A precise copy of the data is required, with every picture left out.

==================================================

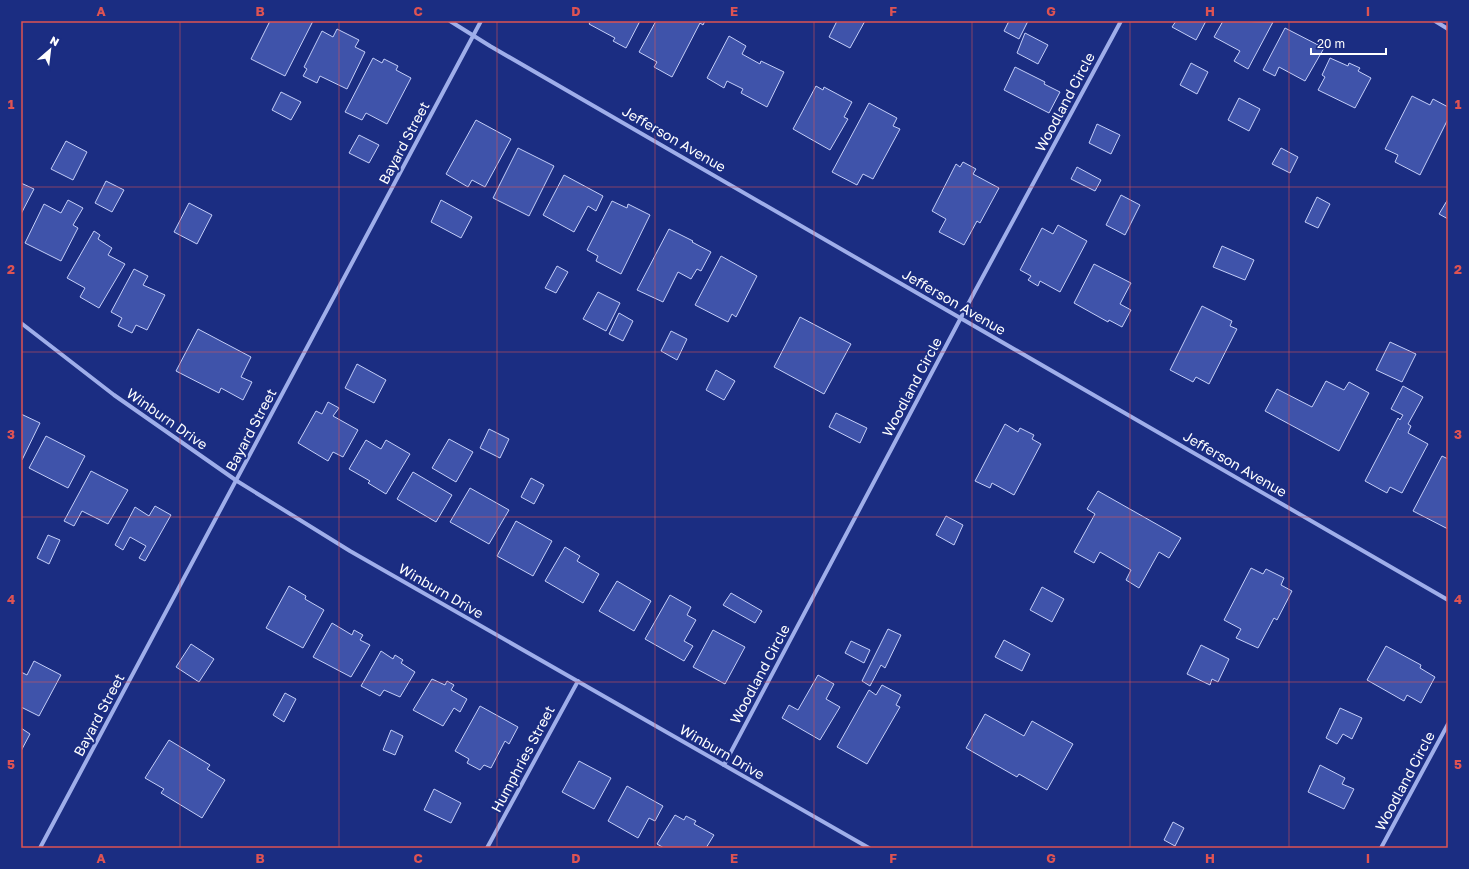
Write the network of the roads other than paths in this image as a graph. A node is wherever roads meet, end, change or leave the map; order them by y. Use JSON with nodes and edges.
{"nodes":[{"id":1,"x":450,"y":21,"type":"edge"},
{"id":2,"x":481,"y":21,"type":"edge"},
{"id":3,"x":1122,"y":21,"type":"edge"},
{"id":4,"x":1435,"y":21,"type":"edge"},
{"id":5,"x":1448,"y":28,"type":"edge"},
{"id":6,"x":473,"y":36,"type":"junction"},
{"id":7,"x":961,"y":318,"type":"junction"},
{"id":8,"x":21,"y":323,"type":"edge"},
{"id":9,"x":237,"y":481,"type":"junction"},
{"id":10,"x":1448,"y":600,"type":"edge"},
{"id":11,"x":578,"y":681,"type":"junction"},
{"id":12,"x":1448,"y":724,"type":"edge"},
{"id":13,"x":724,"y":765,"type":"junction"},
{"id":14,"x":40,"y":848,"type":"edge"},
{"id":15,"x":487,"y":848,"type":"edge"},
{"id":16,"x":869,"y":848,"type":"edge"},
{"id":17,"x":1381,"y":848,"type":"edge"}],
"edges":[{"from":1,"to":6,"type":"street","name":"Jefferson Avenue"},
{"from":2,"to":6,"type":"street","name":"Bayard Street"},
{"from":3,"to":7,"type":"street","name":"Woodland Circle"},
{"from":4,"to":5,"type":"street"},
{"from":6,"to":7,"type":"street","name":"Jefferson Avenue"},
{"from":6,"to":9,"type":"street","name":"Bayard Street"},
{"from":7,"to":10,"type":"street","name":"Jefferson Avenue"},
{"from":7,"to":13,"type":"street","name":"Woodland Circle"},
{"from":8,"to":9,"type":"street","name":"Winburn Drive"},
{"from":9,"to":11,"type":"street","name":"Winburn Drive"},
{"from":9,"to":14,"type":"street","name":"Bayard Street"},
{"from":11,"to":13,"type":"street","name":"Winburn Drive"},
{"from":11,"to":15,"type":"street","name":"Humphries Street"},
{"from":12,"to":17,"type":"street","name":"Woodland Circle"},
{"from":13,"to":16,"type":"street","name":"Winburn Drive"}]}
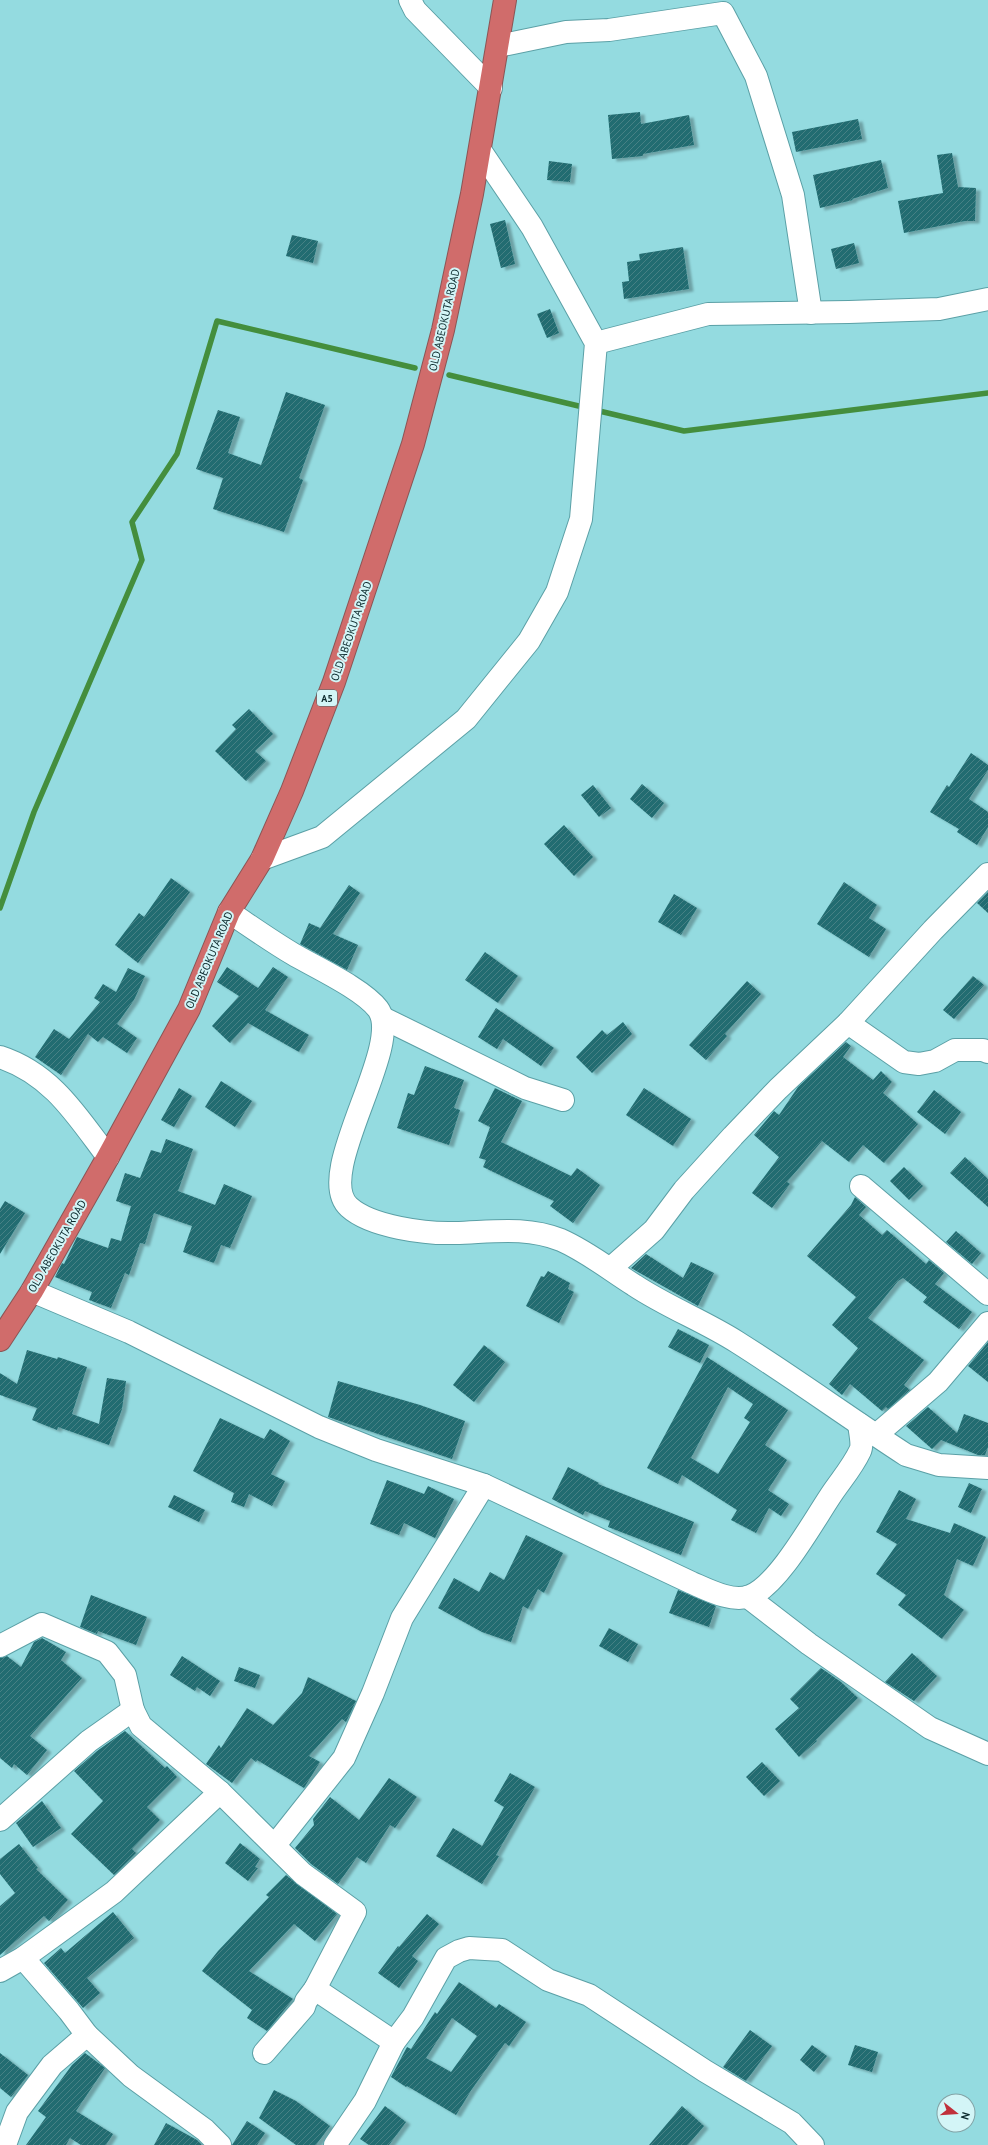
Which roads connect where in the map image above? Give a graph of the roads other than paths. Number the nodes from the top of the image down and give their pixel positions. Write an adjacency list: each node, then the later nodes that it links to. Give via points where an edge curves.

==================================================

ANSWER BELOW:
Write the network of the roads other than paths in this image as a graph. A node is wherever roads meet, end, change or leave the map; order them by y. Use JSON with nodes and edges.
{"nodes":[{"id":1,"x":450,"y":21,"type":"edge"},
{"id":2,"x":481,"y":21,"type":"edge"},
{"id":3,"x":1122,"y":21,"type":"edge"},
{"id":4,"x":1435,"y":21,"type":"edge"},
{"id":5,"x":1448,"y":28,"type":"edge"},
{"id":6,"x":473,"y":36,"type":"junction"},
{"id":7,"x":961,"y":318,"type":"junction"},
{"id":8,"x":21,"y":323,"type":"edge"},
{"id":9,"x":237,"y":481,"type":"junction"},
{"id":10,"x":1448,"y":600,"type":"edge"},
{"id":11,"x":578,"y":681,"type":"junction"},
{"id":12,"x":1448,"y":724,"type":"edge"},
{"id":13,"x":724,"y":765,"type":"junction"},
{"id":14,"x":40,"y":848,"type":"edge"},
{"id":15,"x":487,"y":848,"type":"edge"},
{"id":16,"x":869,"y":848,"type":"edge"},
{"id":17,"x":1381,"y":848,"type":"edge"}],
"edges":[{"from":1,"to":6,"type":"street","name":"Jefferson Avenue"},
{"from":2,"to":6,"type":"street","name":"Bayard Street"},
{"from":3,"to":7,"type":"street","name":"Woodland Circle"},
{"from":4,"to":5,"type":"street"},
{"from":6,"to":7,"type":"street","name":"Jefferson Avenue"},
{"from":6,"to":9,"type":"street","name":"Bayard Street"},
{"from":7,"to":10,"type":"street","name":"Jefferson Avenue"},
{"from":7,"to":13,"type":"street","name":"Woodland Circle"},
{"from":8,"to":9,"type":"street","name":"Winburn Drive"},
{"from":9,"to":11,"type":"street","name":"Winburn Drive"},
{"from":9,"to":14,"type":"street","name":"Bayard Street"},
{"from":11,"to":13,"type":"street","name":"Winburn Drive"},
{"from":11,"to":15,"type":"street","name":"Humphries Street"},
{"from":12,"to":17,"type":"street","name":"Woodland Circle"},
{"from":13,"to":16,"type":"street","name":"Winburn Drive"}]}
Which roads connect where in the map image above? Give a graph of the roads other than paths. Number the nodes from the top of the image down and give their pixel positions. Write an adjacency list: each node, then the later nodes that it links to. Give via points where an edge curves.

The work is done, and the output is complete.